Cold calls are often not peoples favourite jobs but they are one of the most effective ways of retrieving information and ‘pains’ of the customer you are trying to sell against. It is a lot more effective to speak to someone over the phone than it is to send a cold email, which will most likely be deleted or marked as spam. Cold calling enables you to start building a relationship from the offset and allows you to really understand their needs and then allows you to target stakeholders once you’ve built up enough knowledge of their current situation.

Marketing

It’s important to remember throughout this stage of the sales cycle that you are building a relationship with prospective clients. The marketing team at HeadBox help with this process as they produce some amazing content which our sales team regularly send to corporate prospects. It’s very important that your sales and marketing teams are aligned so that you have excellent collateral when speaking to senior corporate decision makers.

A group of people looking at a screen

2. Setting Timelines

This is the be all and end all of the sales processes. It’s important to maintain timelines. Whether that’s diarising a follow-up call to organise a meeting or diarising a time to loop back after the meeting, it’s imperative that you stick to this. Once you have agreement from the person you’re selling to, a timeline stops the deal from going cold or from you becoming an annoying salesperson where you are pestering them for answers or further calls.
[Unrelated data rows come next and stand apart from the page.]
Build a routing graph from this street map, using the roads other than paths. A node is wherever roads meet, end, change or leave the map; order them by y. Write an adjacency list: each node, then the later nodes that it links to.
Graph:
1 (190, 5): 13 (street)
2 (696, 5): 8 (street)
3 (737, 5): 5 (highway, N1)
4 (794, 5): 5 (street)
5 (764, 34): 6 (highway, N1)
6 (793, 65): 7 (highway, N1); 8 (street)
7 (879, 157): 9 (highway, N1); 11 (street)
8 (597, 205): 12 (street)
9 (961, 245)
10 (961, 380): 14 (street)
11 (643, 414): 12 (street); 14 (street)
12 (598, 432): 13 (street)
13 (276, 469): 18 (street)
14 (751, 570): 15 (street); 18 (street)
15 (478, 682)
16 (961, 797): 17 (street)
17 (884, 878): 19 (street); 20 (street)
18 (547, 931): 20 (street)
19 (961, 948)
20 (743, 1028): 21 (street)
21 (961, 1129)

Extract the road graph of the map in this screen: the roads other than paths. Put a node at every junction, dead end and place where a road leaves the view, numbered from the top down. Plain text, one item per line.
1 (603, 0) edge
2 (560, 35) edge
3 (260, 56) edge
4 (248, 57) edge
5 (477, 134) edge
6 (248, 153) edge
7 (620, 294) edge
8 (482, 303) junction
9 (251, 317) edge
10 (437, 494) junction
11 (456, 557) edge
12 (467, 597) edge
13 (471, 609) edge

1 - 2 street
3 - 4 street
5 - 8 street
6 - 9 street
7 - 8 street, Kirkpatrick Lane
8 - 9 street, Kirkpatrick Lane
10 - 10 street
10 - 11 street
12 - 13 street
I’m sure you’ve all been there, I know I have, when I forget to diarise a follow-up call, then suddenly a couple of days go by, you call them, email them 3 or 4 times and then before you know it, you’ve become that annoying salesperson.

Diarising the timeline

Follow up with a diary invite including the following:

  • Location of meeting and number for call
  • Agenda for the call
    • Including the result that you are hoping to achieve from the call
    • Discuss the package you wish to proceed with
    • Confirm the payment terms of your package
    • Confirm what the process is for contract signature and the timeline for contract signature

3. Buoyancy

“We generate fears while we sit. We overcome them by action.” – Dr Henry Link

Buoyancy is the idea about creating rational optimism by asking yourself the 3 Ps:

  • Is this “No” Permanent?
    • No means not now. Selling to corporates is often a long process which means just because they say no at first it doesn’t mean it’s a permanent no, you might have caught them on a bad day, or they might have to speak to their boss first
  • Is this “No:” Pervasive?
    • No. Not everyone will feel the same as this particular client. There may even be different people in the same company who would say yes
    • Just because one person says no, does that reflect the thoughts of the entire company
  • Is this “No” Personal?
    • Almost certainly not. It’s highly unlikely that you will do anything on a cold call that would make someone say no as a result of you personally

4. Using networking events

Organising engaging events to invite prospects to is another fantastic way of meeting potential customers outside of a work environment and have a more informal chat about what they do and their current structure. You want to break down the barrier and understand them on a more personal level. They’ll be much more likely to meet with you after emailing them the following day or week when back in the office.

A bar full of people

Showcase events at your venue are a great way to get interest from prospective corporate clients. Why not try something different and instead of inviting different people from different corporates why not offer your Space to a team from one company so the event feels more intimate and exclusive? This is a sure fire way to drum up interest and spread the word about your venue in a corporate company of value. Our top tip for these events is don’t oversell, you want to let prospective corporate clients relax and enjoy the evening, and in turn, your fantastic Space.

So, they are my tips for selling to corporates. Following a strict schedule is important and remember don’t forget those critical timelines.